## EXERCISE BRIEF
Find and copy every line in the records that includes the string "panel".

(Collected data)
_ _ _ _ _ _ _

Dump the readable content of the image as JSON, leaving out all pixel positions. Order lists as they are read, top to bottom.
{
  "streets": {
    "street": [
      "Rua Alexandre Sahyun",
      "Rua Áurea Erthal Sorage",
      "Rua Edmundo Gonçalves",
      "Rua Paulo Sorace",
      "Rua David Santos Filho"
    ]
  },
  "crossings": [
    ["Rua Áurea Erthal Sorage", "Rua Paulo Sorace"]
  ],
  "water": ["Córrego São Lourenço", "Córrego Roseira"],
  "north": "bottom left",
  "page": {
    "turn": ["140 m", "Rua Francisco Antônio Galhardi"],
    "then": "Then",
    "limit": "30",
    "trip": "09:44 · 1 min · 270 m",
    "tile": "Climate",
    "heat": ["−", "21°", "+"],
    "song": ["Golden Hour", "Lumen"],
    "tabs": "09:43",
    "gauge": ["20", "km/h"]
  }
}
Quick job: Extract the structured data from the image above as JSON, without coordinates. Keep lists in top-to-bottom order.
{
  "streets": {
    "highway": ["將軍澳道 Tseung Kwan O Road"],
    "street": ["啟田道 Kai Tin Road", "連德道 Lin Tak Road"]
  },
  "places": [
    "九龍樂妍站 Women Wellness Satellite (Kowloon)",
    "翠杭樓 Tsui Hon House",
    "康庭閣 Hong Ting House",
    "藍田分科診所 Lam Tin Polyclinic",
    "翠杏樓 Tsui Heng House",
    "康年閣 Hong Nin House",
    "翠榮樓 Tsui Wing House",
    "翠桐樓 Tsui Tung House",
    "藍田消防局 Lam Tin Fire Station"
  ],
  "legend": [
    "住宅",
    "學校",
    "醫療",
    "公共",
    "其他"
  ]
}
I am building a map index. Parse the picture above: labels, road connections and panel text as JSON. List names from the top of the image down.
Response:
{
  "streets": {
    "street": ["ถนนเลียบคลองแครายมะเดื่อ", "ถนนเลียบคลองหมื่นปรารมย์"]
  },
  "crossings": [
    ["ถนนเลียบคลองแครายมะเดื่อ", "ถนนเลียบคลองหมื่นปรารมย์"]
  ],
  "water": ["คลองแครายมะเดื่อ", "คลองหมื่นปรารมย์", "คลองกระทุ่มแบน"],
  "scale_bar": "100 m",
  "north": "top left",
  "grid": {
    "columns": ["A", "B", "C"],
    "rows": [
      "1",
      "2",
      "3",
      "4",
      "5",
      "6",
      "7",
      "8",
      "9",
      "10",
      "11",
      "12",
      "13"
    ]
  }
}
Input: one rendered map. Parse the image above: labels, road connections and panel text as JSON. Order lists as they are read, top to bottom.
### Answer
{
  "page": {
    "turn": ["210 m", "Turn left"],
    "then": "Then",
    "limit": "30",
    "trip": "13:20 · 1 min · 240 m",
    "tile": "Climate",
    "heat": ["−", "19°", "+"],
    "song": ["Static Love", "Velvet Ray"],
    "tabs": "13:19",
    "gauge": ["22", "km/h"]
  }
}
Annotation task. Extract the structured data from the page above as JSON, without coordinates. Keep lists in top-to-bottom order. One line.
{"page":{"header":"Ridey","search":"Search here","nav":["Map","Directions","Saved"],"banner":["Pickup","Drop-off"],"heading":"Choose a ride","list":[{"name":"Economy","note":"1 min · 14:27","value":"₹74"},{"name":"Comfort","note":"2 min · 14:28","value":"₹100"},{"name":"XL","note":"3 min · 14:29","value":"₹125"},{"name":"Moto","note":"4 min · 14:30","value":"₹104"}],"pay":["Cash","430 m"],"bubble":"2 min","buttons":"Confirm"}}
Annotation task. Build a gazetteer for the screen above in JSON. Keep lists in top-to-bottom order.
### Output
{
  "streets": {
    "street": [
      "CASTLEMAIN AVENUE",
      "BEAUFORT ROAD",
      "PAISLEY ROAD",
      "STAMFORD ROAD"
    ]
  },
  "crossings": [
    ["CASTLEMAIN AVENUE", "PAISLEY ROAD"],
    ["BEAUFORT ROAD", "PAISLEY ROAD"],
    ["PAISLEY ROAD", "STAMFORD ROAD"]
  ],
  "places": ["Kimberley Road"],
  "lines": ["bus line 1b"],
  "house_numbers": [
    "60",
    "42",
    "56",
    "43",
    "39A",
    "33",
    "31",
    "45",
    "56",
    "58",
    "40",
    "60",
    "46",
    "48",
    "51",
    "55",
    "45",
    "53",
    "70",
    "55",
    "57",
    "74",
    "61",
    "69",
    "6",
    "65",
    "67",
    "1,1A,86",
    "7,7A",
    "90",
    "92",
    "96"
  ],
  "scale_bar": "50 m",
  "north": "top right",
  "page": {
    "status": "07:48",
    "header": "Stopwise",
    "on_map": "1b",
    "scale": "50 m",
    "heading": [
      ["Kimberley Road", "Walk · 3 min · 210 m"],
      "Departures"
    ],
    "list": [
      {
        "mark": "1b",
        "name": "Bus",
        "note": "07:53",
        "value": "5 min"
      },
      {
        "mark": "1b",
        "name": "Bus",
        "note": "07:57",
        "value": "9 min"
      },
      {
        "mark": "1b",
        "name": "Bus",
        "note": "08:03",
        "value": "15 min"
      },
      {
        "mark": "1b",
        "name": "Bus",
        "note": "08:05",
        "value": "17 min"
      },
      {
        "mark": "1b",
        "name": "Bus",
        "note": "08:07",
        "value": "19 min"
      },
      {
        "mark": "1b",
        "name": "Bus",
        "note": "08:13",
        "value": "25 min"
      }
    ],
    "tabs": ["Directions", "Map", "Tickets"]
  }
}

_ _ _ _ _ _ _

## WRITTEN SOLUTION
I am building a map index. Parse the picture above: labels, road connections and panel text as JSON. List names from the top of the image down.
Input: one rendered map. Parse the image above: labels, road connections and panel text as JSON. Order lists as they are read, top to bottom.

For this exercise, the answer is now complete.